• Task goal:
Show the lines below that contain the string "down".

• Stored data:
*** Begin section ***

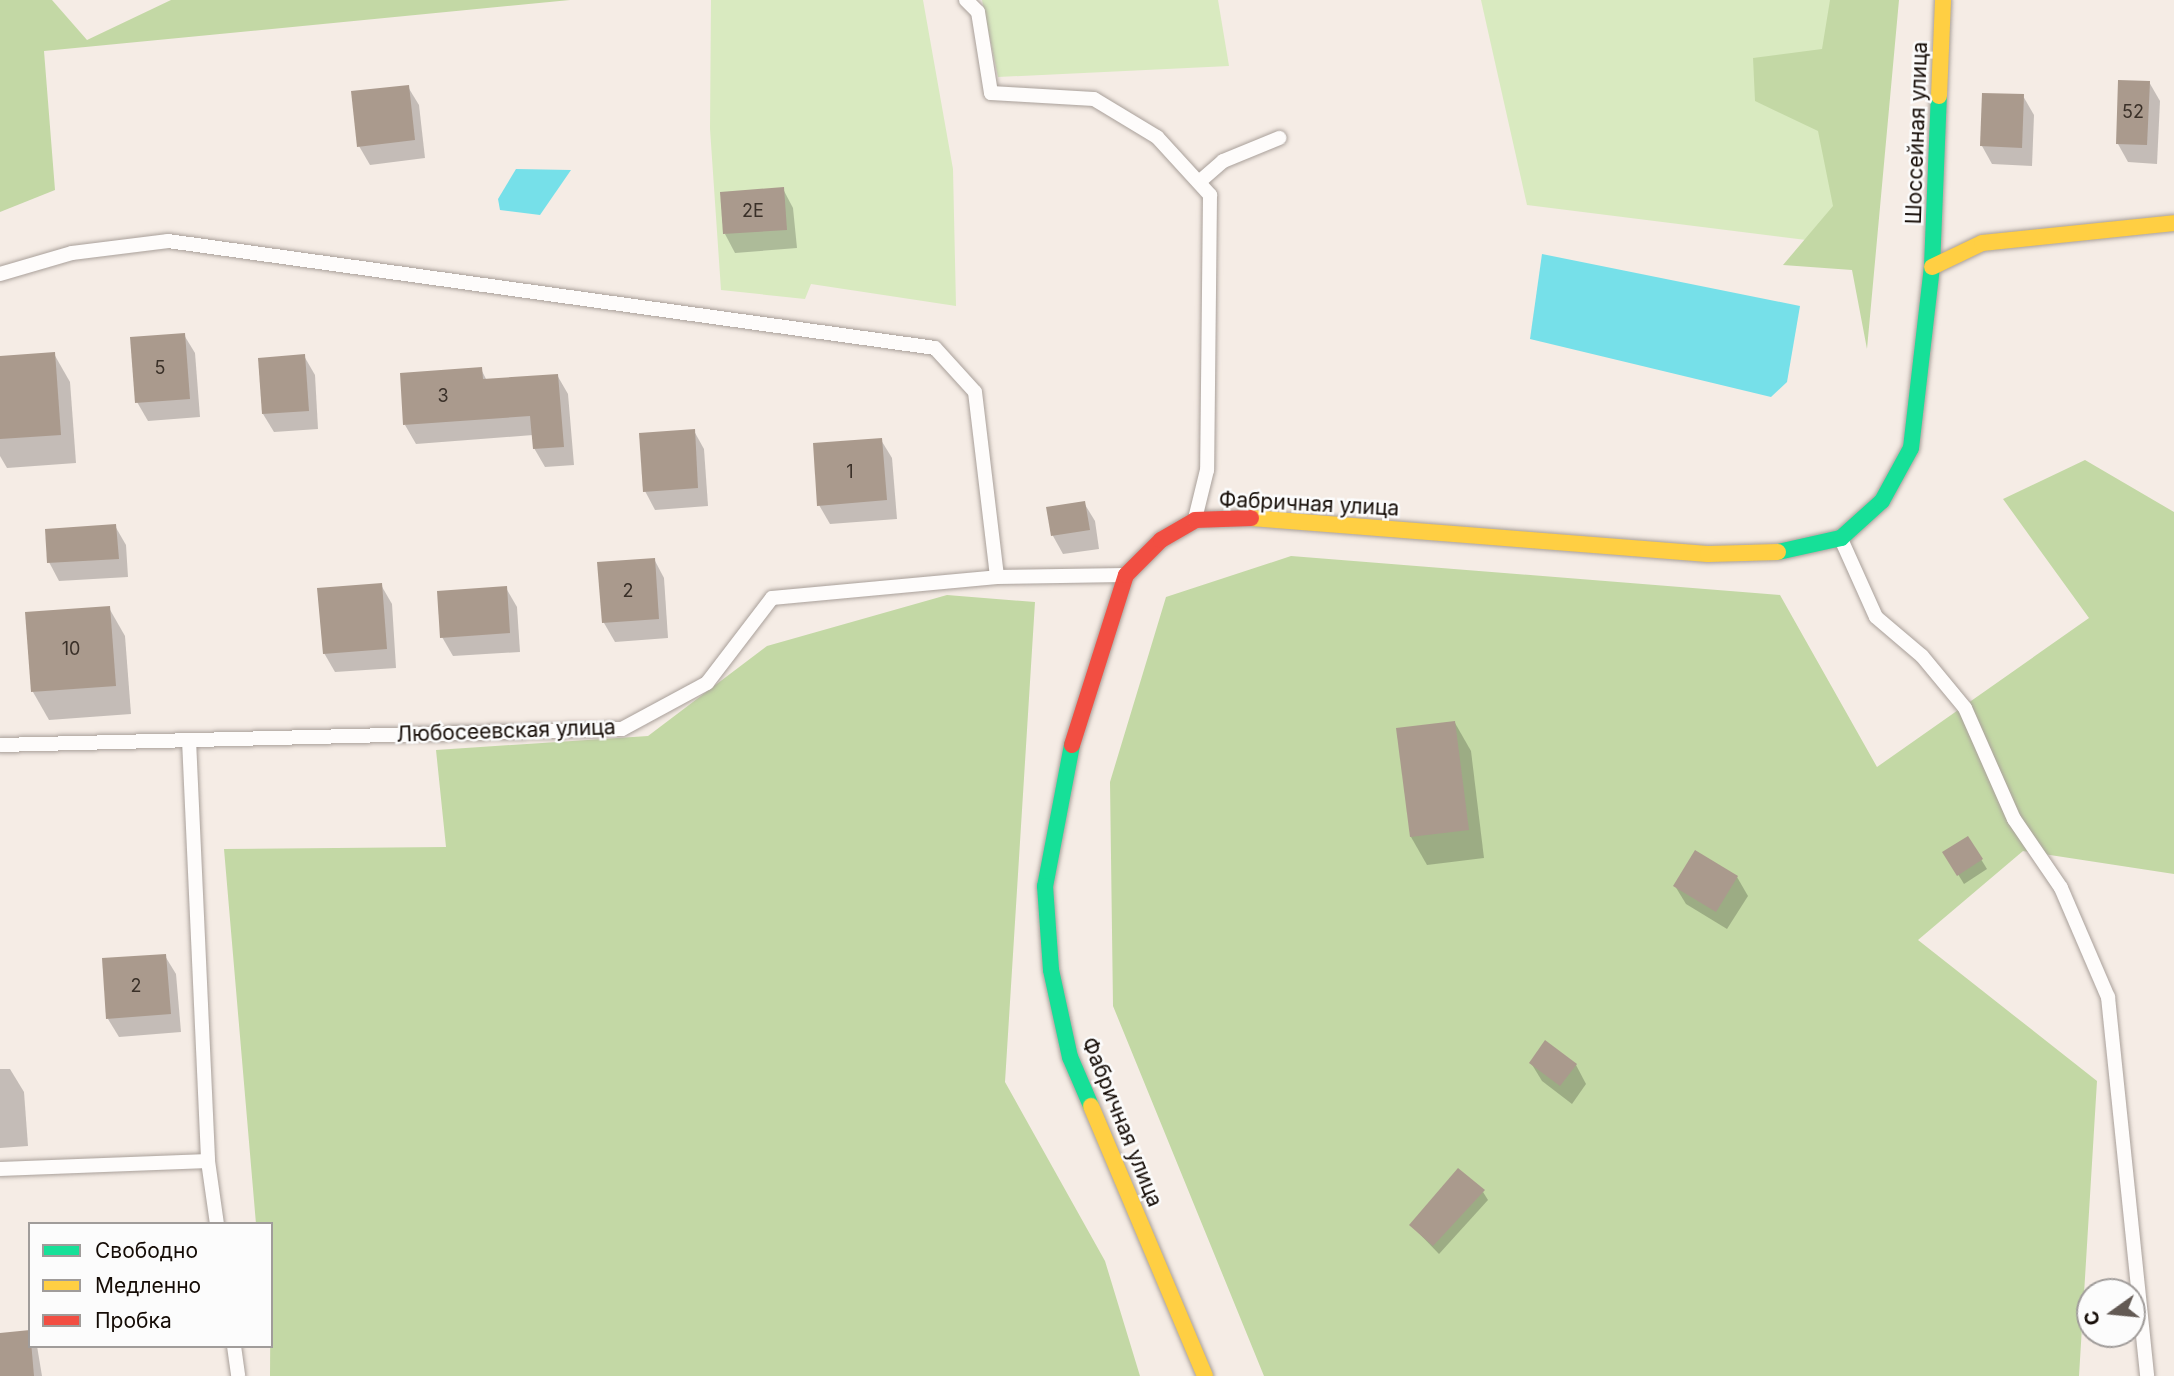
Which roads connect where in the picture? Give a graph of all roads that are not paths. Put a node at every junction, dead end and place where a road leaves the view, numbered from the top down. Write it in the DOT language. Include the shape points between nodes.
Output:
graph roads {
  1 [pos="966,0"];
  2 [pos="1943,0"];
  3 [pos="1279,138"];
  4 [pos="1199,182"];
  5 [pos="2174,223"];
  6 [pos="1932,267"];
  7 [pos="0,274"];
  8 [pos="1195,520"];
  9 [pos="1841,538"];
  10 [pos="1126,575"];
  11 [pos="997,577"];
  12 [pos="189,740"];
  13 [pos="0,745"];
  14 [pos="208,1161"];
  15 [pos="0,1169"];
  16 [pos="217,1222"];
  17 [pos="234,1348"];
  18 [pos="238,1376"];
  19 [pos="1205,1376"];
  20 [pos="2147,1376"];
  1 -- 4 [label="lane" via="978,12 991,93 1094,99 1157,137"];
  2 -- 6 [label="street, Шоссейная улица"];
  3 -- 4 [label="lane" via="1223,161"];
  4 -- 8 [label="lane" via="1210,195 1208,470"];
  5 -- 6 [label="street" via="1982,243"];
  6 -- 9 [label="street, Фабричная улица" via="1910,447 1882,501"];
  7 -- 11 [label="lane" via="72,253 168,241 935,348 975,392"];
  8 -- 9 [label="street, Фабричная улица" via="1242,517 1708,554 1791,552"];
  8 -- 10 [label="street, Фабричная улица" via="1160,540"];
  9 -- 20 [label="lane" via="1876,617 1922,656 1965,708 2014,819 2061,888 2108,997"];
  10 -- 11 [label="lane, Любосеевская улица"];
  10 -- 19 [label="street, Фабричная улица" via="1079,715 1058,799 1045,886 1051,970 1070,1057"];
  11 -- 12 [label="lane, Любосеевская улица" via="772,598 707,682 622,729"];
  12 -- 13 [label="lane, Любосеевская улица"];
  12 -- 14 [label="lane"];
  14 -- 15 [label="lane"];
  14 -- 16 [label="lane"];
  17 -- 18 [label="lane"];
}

*** End section ***
*** Begin section ***

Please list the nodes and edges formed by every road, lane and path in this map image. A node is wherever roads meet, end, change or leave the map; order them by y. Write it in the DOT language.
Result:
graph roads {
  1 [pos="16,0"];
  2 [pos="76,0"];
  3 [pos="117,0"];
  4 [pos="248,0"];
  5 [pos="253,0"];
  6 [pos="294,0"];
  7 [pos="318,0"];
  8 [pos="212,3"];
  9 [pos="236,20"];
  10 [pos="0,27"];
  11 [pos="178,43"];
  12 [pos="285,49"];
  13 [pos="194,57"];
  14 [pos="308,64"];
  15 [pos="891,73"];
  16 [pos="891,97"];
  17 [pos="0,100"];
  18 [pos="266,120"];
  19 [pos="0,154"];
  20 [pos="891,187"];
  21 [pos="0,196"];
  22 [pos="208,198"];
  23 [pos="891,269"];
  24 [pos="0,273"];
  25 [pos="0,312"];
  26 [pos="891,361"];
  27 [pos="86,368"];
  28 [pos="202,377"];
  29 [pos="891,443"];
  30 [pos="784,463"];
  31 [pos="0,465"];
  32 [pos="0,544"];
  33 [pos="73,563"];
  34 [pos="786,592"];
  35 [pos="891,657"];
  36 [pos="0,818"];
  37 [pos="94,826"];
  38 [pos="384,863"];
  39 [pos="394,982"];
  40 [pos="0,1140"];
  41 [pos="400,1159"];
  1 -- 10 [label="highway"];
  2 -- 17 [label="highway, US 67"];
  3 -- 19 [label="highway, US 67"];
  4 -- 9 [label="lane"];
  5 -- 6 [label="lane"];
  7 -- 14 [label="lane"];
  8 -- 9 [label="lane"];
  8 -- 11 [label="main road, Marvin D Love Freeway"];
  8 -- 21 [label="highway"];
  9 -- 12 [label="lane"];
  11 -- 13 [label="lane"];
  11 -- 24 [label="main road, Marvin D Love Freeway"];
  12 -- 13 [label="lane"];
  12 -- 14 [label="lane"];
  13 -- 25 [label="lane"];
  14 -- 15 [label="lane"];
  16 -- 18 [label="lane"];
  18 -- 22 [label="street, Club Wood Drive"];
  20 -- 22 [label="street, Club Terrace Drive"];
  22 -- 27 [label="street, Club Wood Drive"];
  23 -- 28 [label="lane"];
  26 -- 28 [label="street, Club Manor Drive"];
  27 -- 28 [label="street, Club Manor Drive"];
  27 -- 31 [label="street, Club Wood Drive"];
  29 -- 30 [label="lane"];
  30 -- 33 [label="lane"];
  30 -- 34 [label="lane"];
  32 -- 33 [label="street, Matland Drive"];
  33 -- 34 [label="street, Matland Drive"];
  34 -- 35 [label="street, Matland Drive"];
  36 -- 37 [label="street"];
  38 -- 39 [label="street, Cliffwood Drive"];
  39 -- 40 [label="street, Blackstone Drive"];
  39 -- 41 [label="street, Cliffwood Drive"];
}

*** End section ***
*** Begin section ***

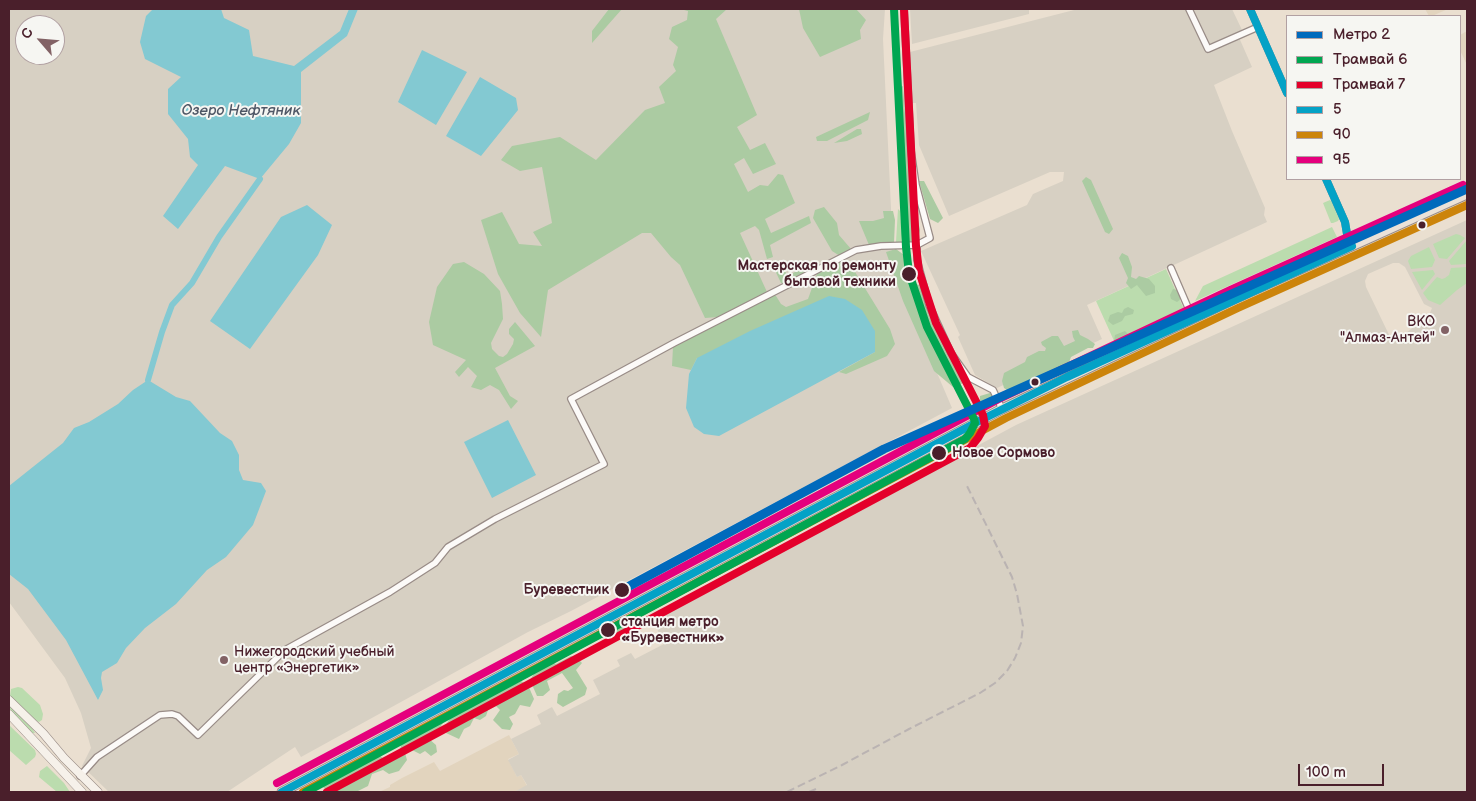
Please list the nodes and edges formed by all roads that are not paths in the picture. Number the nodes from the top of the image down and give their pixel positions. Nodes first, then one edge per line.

*** End section ***

• Solution for this exercise:
Which roads connect where in the picture? Give a graph of all roads that are not paths. Put a node at every junction, dead end and place where a road leaves the view, numbered from the top down. Write it in the DOT language. Include the shape points between nodes.
Please list the nodes and edges formed by all roads that are not paths in the picture. Number the nodes from the top of the image down and give their pixel positions. Nodes first, then one edge per line.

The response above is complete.